While $4.50 a day doesn't sound like much, multiply it by 20 days a month and we are talking about a minimum $90 a month cost for transportation to school, that he should be getting for free. Luke qualifies for a half-fare bus pass, but would have to walk about 5 blocks through the sewer construction zone to get to the nearest bus that goes anywhere near his school, not a much of a solution.

I sent in a request for a hazardous variance with photographs of the construction and my concerns about my son's safety. It seemed like a simple process and request.

The response I received was a block-by-block analysis of stop signs, stoplights and crosswalks--no mention of the construction hazards. The conclusion was that if he just crosses Stillwell Avenue at Avenue V and 27th Avenue, he will have an unobstructed sidewalk.

Yes and no. Heavy construction vehicles move in and out of these intersections all day long. Hence the problem. He still has to dodge heavy equipment for most of the way to arrive safely at school.

My son also has suffered in the past from asthma and I worry about all the dust and pollution during the hot humid months of summer. (Luke's high school is a year-round program.)

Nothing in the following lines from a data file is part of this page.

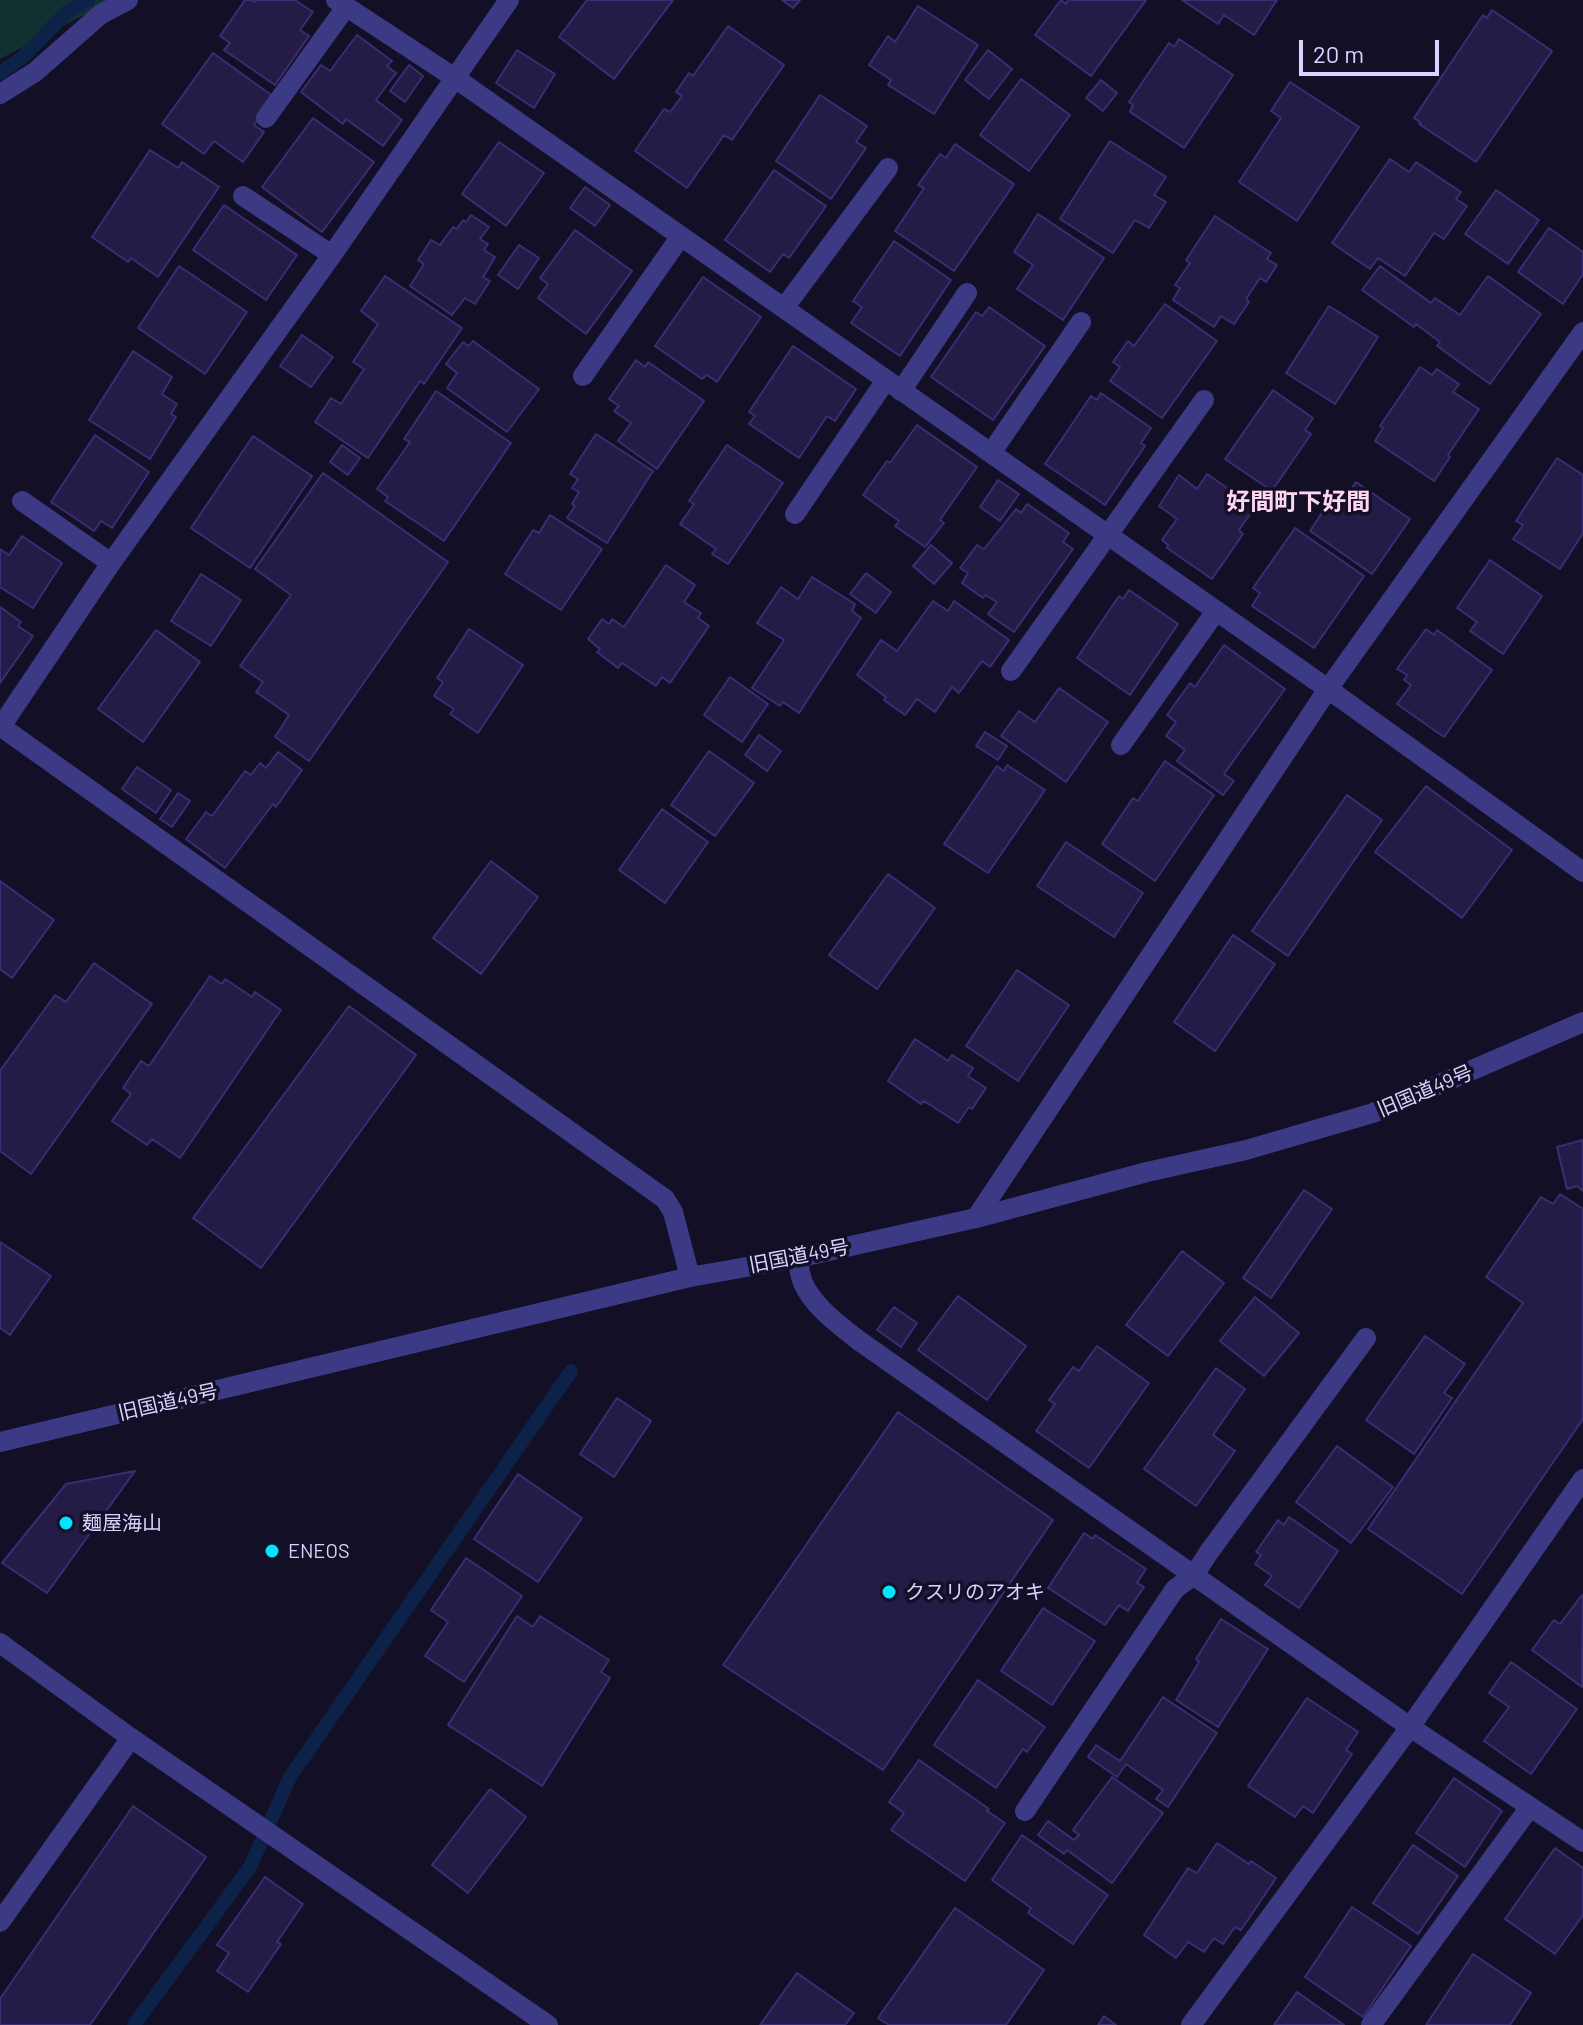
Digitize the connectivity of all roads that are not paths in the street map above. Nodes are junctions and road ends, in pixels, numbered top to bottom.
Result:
1 (128, 0) edge
2 (509, 0) edge
3 (341, 4) edge
4 (455, 78) junction
5 (0, 94) edge
6 (266, 118) dead end
7 (888, 168) dead end
8 (243, 196) dead end
9 (681, 236) junction
10 (332, 255) junction
11 (967, 293) dead end
12 (784, 308) junction
13 (1081, 322) dead end
14 (1583, 332) edge
15 (583, 376) dead end
16 (894, 385) junction
17 (1204, 400) dead end
18 (991, 453) junction
19 (22, 501) dead end
20 (795, 514) dead end
21 (1108, 535) junction
22 (111, 563) junction
23 (1216, 611) junction
24 (1011, 671) dead end
25 (1328, 689) junction
26 (0, 727) edge
27 (1121, 745) dead end
28 (1583, 872) edge
29 (1583, 1022) edge
30 (976, 1218) junction
31 (797, 1258) junction
32 (690, 1277) junction
33 (1366, 1338) dead end
34 (0, 1442) edge
35 (1583, 1479) edge
36 (1194, 1575) junction
37 (0, 1643) edge
38 (1410, 1727) junction
39 (131, 1738) junction
40 (1530, 1807) junction
41 (1025, 1811) dead end
42 (1583, 1842) edge
43 (0, 1922) edge
44 (548, 2025) edge
45 (1191, 2025) edge
46 (1371, 2025) edge

1 - 5 street
2 - 4 street
3 - 4 street
3 - 6 street
4 - 9 street
4 - 10 street
7 - 12 street
8 - 10 street
9 - 12 street
9 - 15 street
10 - 22 street
11 - 16 street
12 - 16 street
13 - 18 street
14 - 25 street
16 - 18 street
16 - 20 street
17 - 21 street
18 - 21 street
19 - 22 street
21 - 23 street
21 - 24 street
22 - 26 street
23 - 25 street
23 - 27 street
25 - 28 street
25 - 30 street
26 - 32 street
29 - 30 street, 旧国道49号
30 - 31 street, 旧国道49号
31 - 32 street, 旧国道49号
31 - 36 street
32 - 34 street, 旧国道49号
33 - 36 street
35 - 38 street
36 - 38 street
36 - 41 street
37 - 39 street
38 - 40 street
38 - 45 street
39 - 43 street
39 - 44 street
40 - 42 street
40 - 46 street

THE RESPONSE I received states that the latest statistical data from the 60th precinct does not classify any crossing as "accident prone." Thankfully no one's child has been injured or killed up to this point. There are two other high schools adjacent to the construction. There are also two elementary schools close by--so my son is not the only student at risk.

The letter I received ends with this quote "If a city school district elects to provide transportation, the service must be offered equally to all. Therefore a school district cannot legally provide transportation to some students because there is space available and deny the service to others because there is no space available." The next paragraph goes on to say that there is insufficient space on yellow school buses.

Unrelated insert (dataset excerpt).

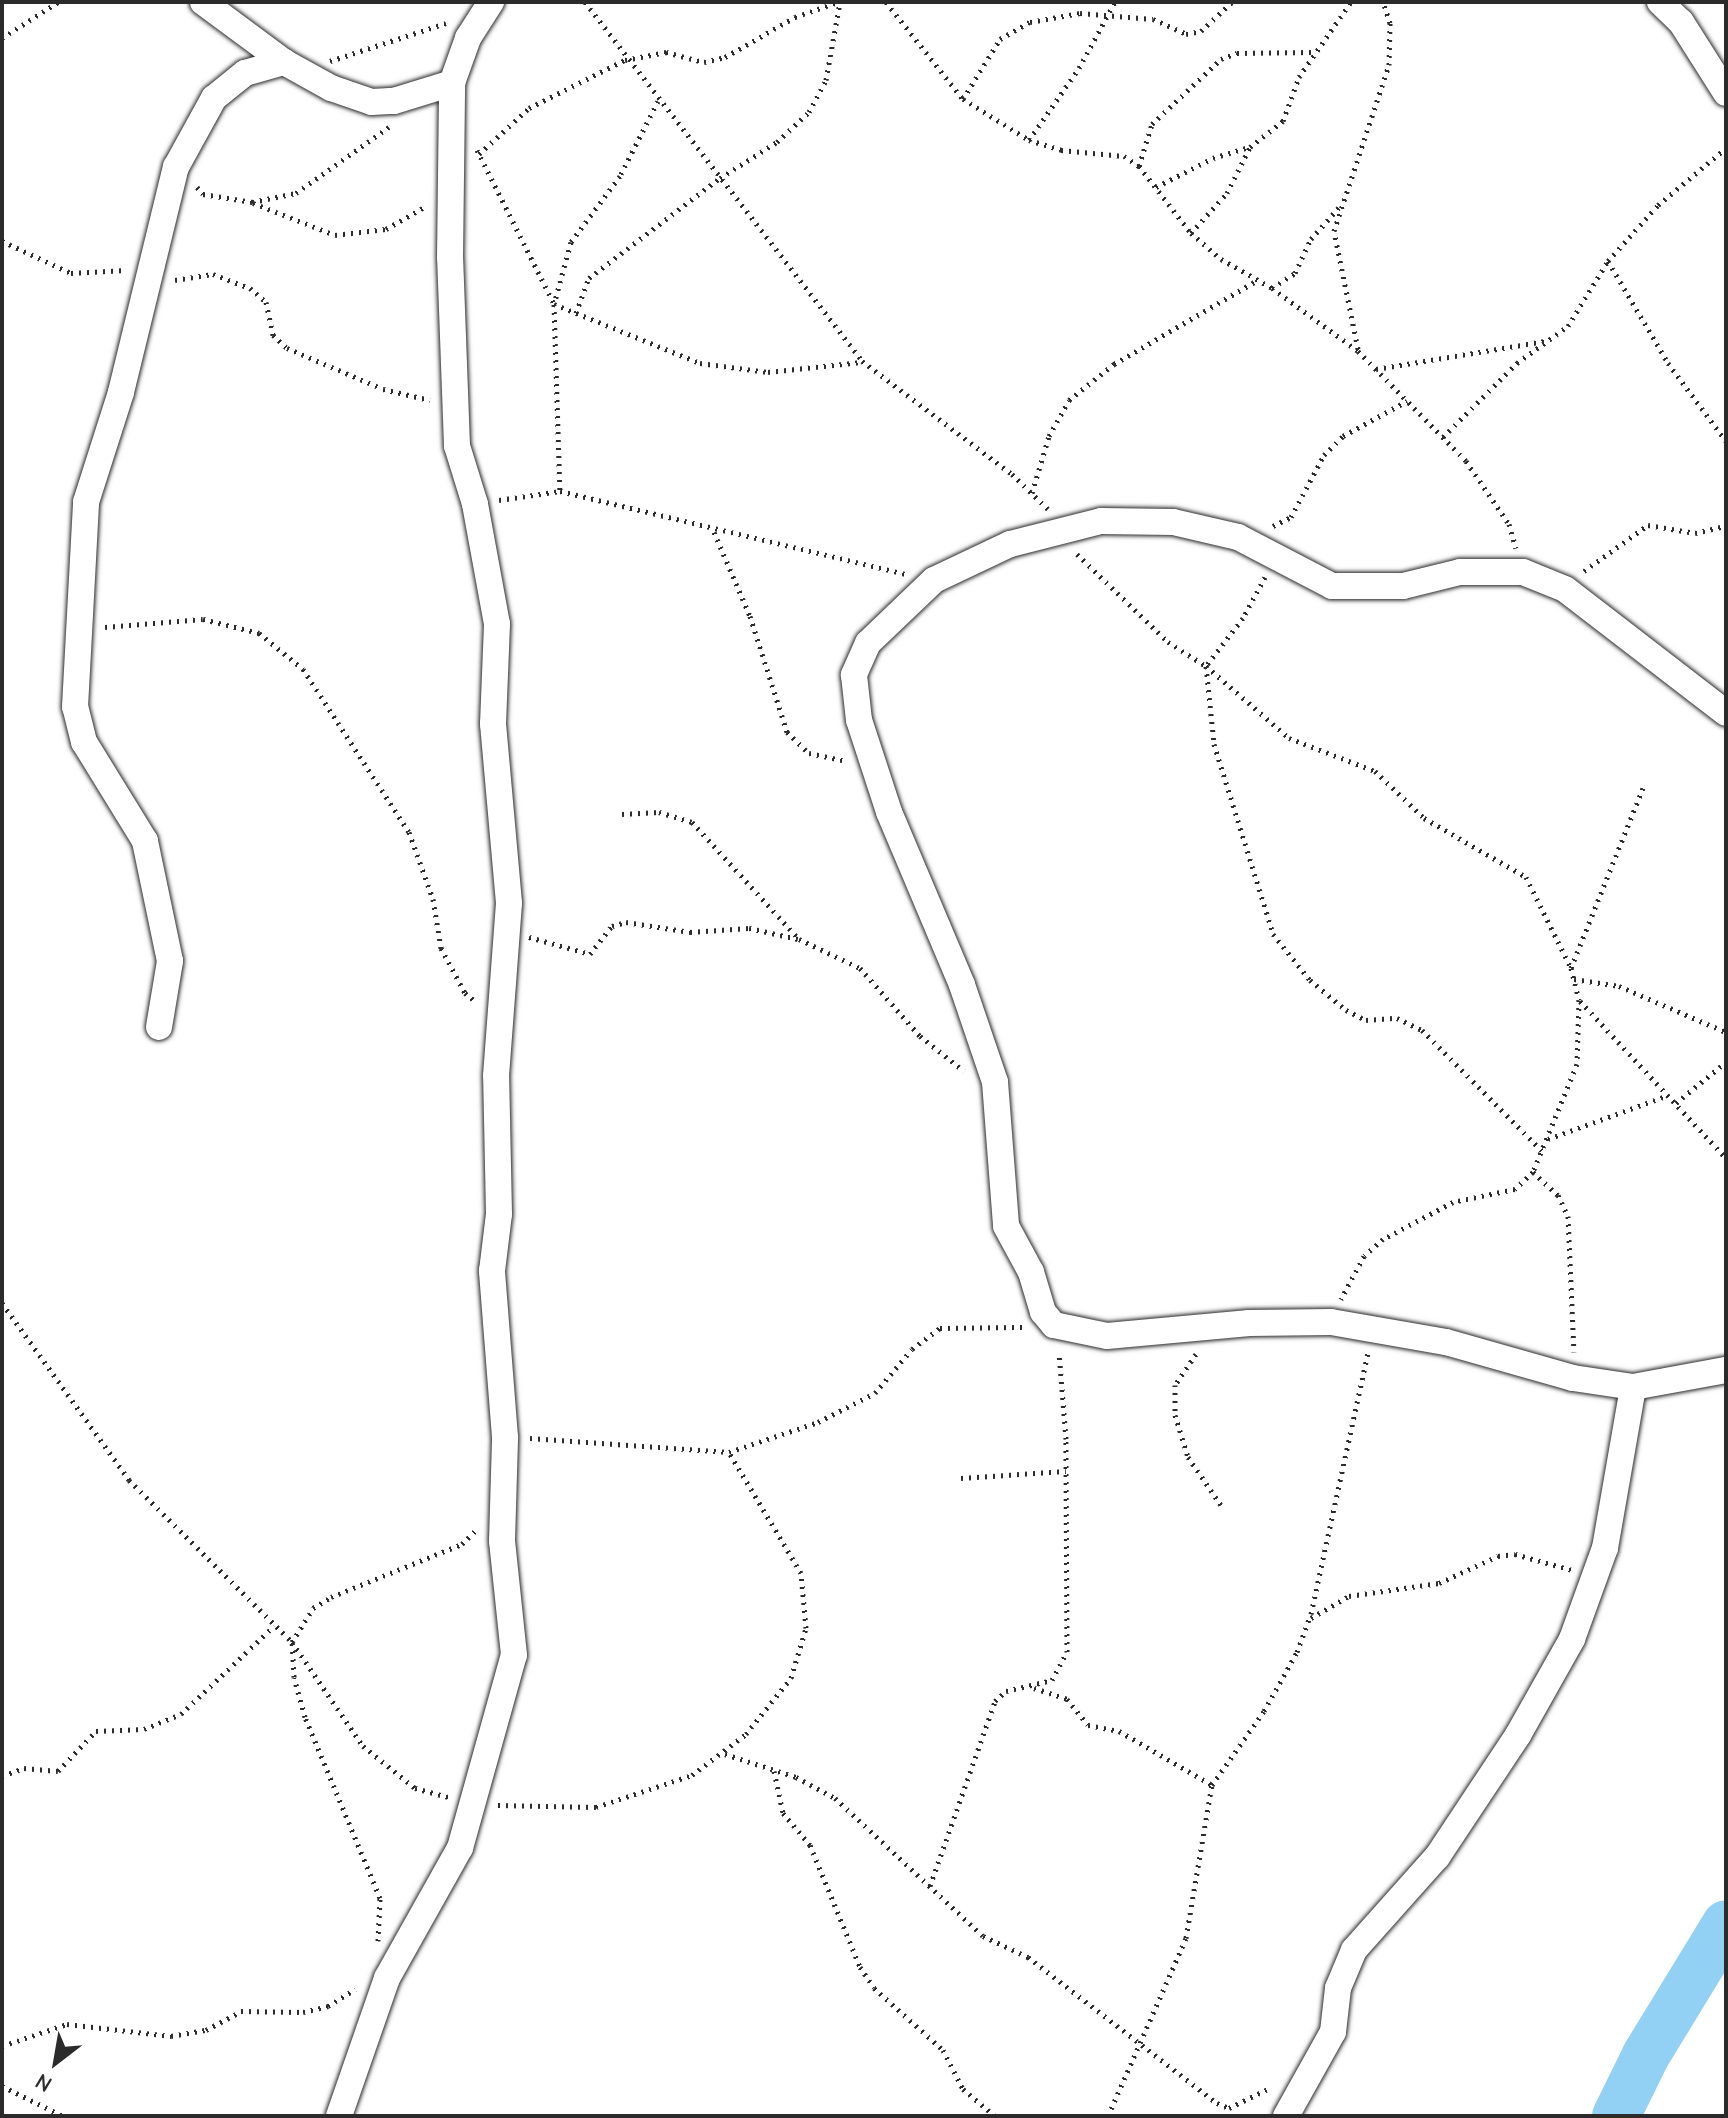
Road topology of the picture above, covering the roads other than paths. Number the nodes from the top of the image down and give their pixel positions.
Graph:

I am still tying to figure this part out, wouldn't this support his right to have free transportation to school?

The inspector was sent out not to see if my child was in any danger, but to find a reason to refuse the variance.

The decision can be appealed, but the process is very complicated. A petition has to be filed with the State Commissioner of Education in Albany within 30 days. Evidence has to be included, and then all parties have to be served with proof of service. There is a $20 filing fee. I have very little reason to expect that the appeal decision would be any different.

My son's high school is supportive and the principal is trying to see what she can do, but the Office of Pupil Transportation makes the decision without any input from the school or the parents in a particular school or neighborhood. The school enters an address and the decision is solely based on the distance, without any other considerations.

New York City public schools are run more like a corporation than a public service. Students come in last place when it comes to the Board of Education's priorities.

The MTA recently proposed cutting the free student MetroCard program as part of their efforts to balance their budget. Students, parents and educators were able to successfully fight back for now. The decision was delayed until this June.

This may very well be a moot point by next September, with thousands of parents in all five boroughs scrambling to find alternative and affordable ways to get their children to school next year.

It is this kind of experience that reinforces why I am a revolutionary socialist. The decision as who should receive free transportation to school or any other publicly funded services should be made democratically by the people who are actually affected by the decision, not by some brain-dead bureaucrat who is far removed from the situation and completely untouched by it.